Stored items
- - -

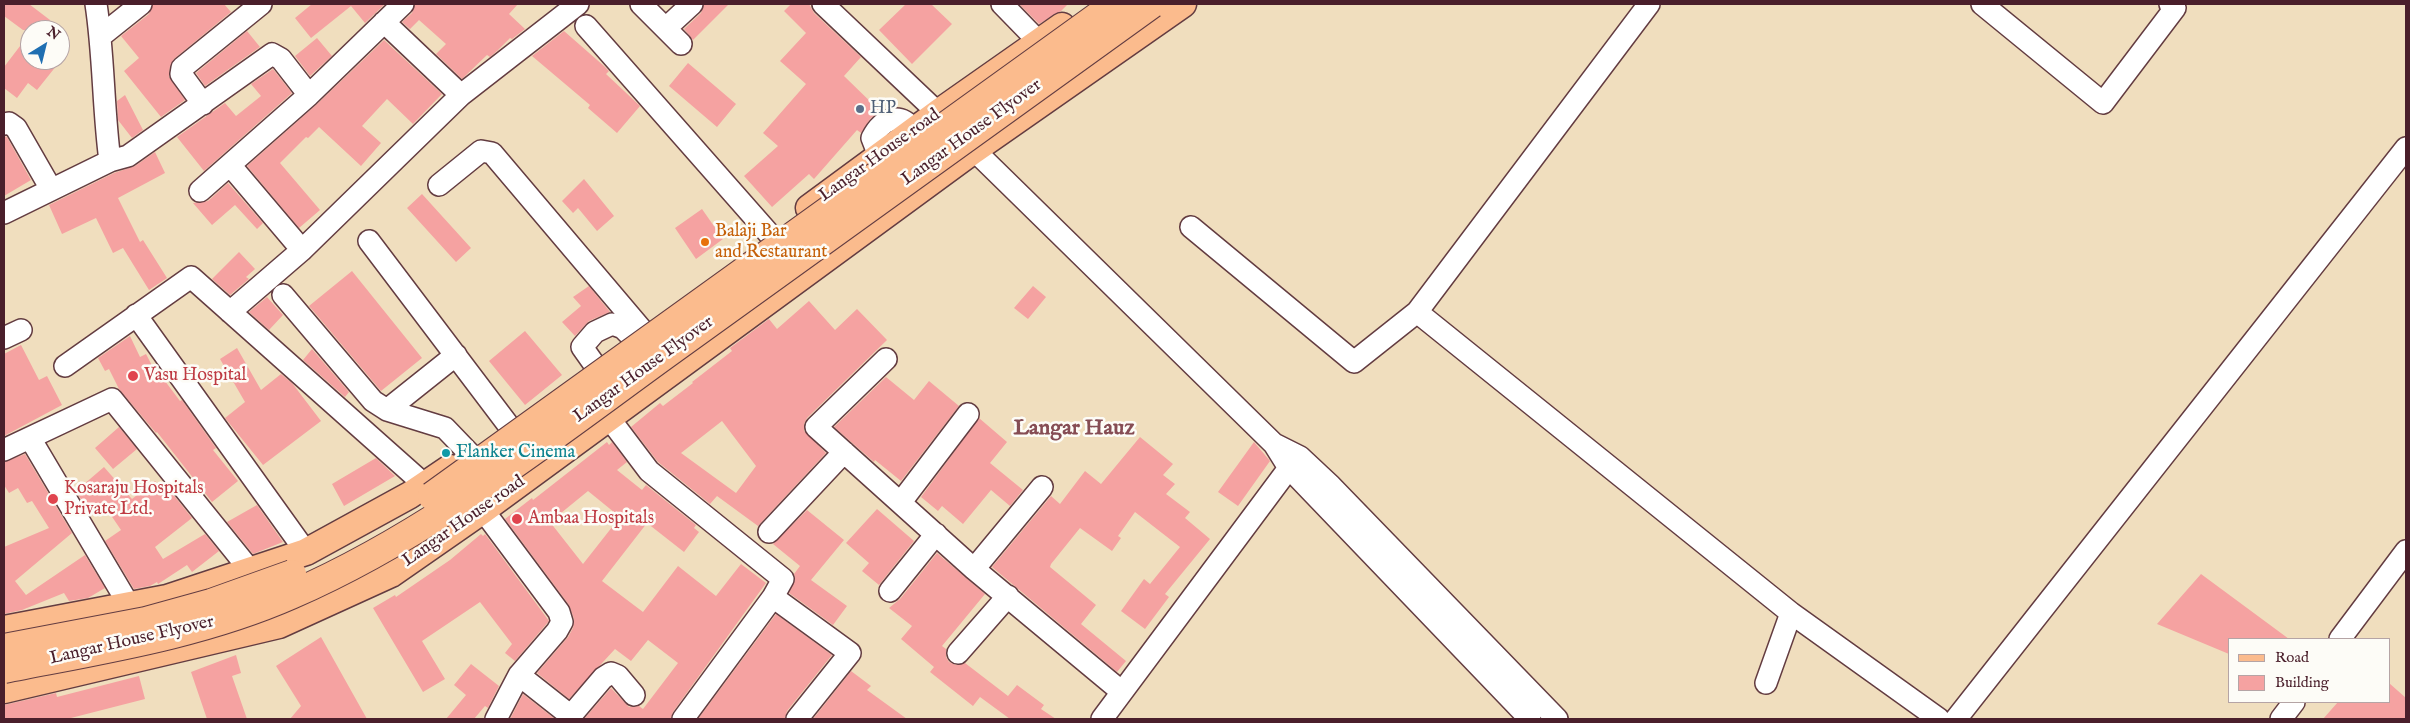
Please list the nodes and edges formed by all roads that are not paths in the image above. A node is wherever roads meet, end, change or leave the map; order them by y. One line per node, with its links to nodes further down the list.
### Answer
1 (96, 4): 21 (street)
2 (140, 4): 21 (street)
3 (261, 4): 26 (street)
4 (403, 4): 17 (street)
5 (578, 4): 25 (street)
6 (641, 4): 19 (street)
7 (692, 4): 19 (street)
8 (823, 4): 27 (street)
9 (1002, 4): 20 (street)
10 (1092, 4): 20 (main road, Langar House road)
11 (1115, 4): 77 (highway, Langar House Flyover, bridge)
12 (1152, 4): 79 (highway, Langar House Flyover, bridge)
13 (1183, 4): 23 (main road, Langar House road)
14 (1650, 4): 44 (street)
15 (1982, 4): 16 (street)
16 (2170, 4)
17 (384, 22): 24 (street); 25 (street)
18 (586, 26): 38 (street)
19 (666, 28): 22 (street)
20 (1048, 35): 23 (main road); 27 (main road, Langar House road)
21 (101, 36): 31 (street)
22 (681, 44)
23 (1088, 70): 30 (main road, Langar House road)
24 (309, 95): 26 (street); 32 (street)
25 (461, 95): 40 (street)
26 (203, 104): 31 (street)
27 (938, 113): 38 (main road, Langar House road)
28 (4, 124): 34 (street)
29 (2406, 148): 94 (street)
30 (974, 150): 41 (main road, Langar House road); 58 (street)
31 (110, 161): 34 (street)
32 (230, 165): 35 (street); 40 (street)
33 (439, 185): 46 (street)
34 (52, 189): 36 (street)
35 (200, 191)
36 (4, 213)
37 (1191, 227): 44 (street)
38 (781, 229): 41 (main road); 46 (main road, Langar House road)
39 (369, 241): 47 (street)
40 (302, 250): 43 (street)
41 (824, 260): 52 (main road, Langar House road)
42 (283, 295): 50 (street)
43 (230, 312): 45 (street); 60 (street)
44 (1417, 312): 74 (street)
45 (136, 315): 49 (street); 67 (street)
46 (637, 333): 53 (main road, Langar House road)
47 (456, 355): 50 (street); 53 (street)
48 (886, 359): 56 (street)
49 (65, 366)
50 (387, 410): 57 (street)
51 (968, 414): 61 (street)
52 (609, 418): 62 (main road, Langar House road); 72 (street)
53 (509, 426): 57 (main road, Langar House road)
54 (30, 438): 55 (street); 69 (street); 73 (street)
55 (4, 450)
56 (844, 452): 61 (street); 63 (street)
57 (470, 454): 60 (main road, Langar House road)
58 (1295, 462): 83 (street); 91 (street); 92 (street)
59 (1042, 487): 68 (street)
60 (418, 491): 65 (main road); 67 (main road, Langar House road)
61 (901, 502): 64 (street)
62 (483, 510): 65 (main road, Langar House road); 80 (street)
63 (769, 532)
64 (936, 534): 68 (street); 70 (street)
65 (441, 539): 82 (main road, Langar House road)
66 (2406, 551): 76 (street)
67 (306, 552): 69 (main road, Langar House road)
68 (974, 569): 71 (street)
69 (250, 570): 73 (main road, Langar House road)
70 (890, 591)
71 (1008, 596): 78 (street); 83 (street)
72 (773, 598): 88 (street); 89 (street)
73 (128, 605): 75 (main road, Langar House road)
74 (1791, 613): 81 (street); 93 (street)
75 (4, 629)
76 (2341, 638)
77 (4, 648)
78 (958, 653)
79 (4, 669)
80 (519, 675): 86 (street); 87 (street)
81 (1766, 683)
82 (4, 690)
83 (1122, 692): 90 (street)
84 (634, 694): 86 (street)
85 (2293, 703): 95 (street)
86 (570, 718)
87 (496, 719)
88 (683, 719)
89 (797, 719)
90 (1102, 719)
91 (1530, 719)
92 (1557, 719)
93 (1939, 719)
94 (1956, 719)
95 (2282, 719)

- - -

* **Brief**:
Isolate the lines above that contain the word "bridge" and copy them.

* **Reply to the task**:
11 (1115, 4): 77 (highway, Langar House Flyover, bridge)
12 (1152, 4): 79 (highway, Langar House Flyover, bridge)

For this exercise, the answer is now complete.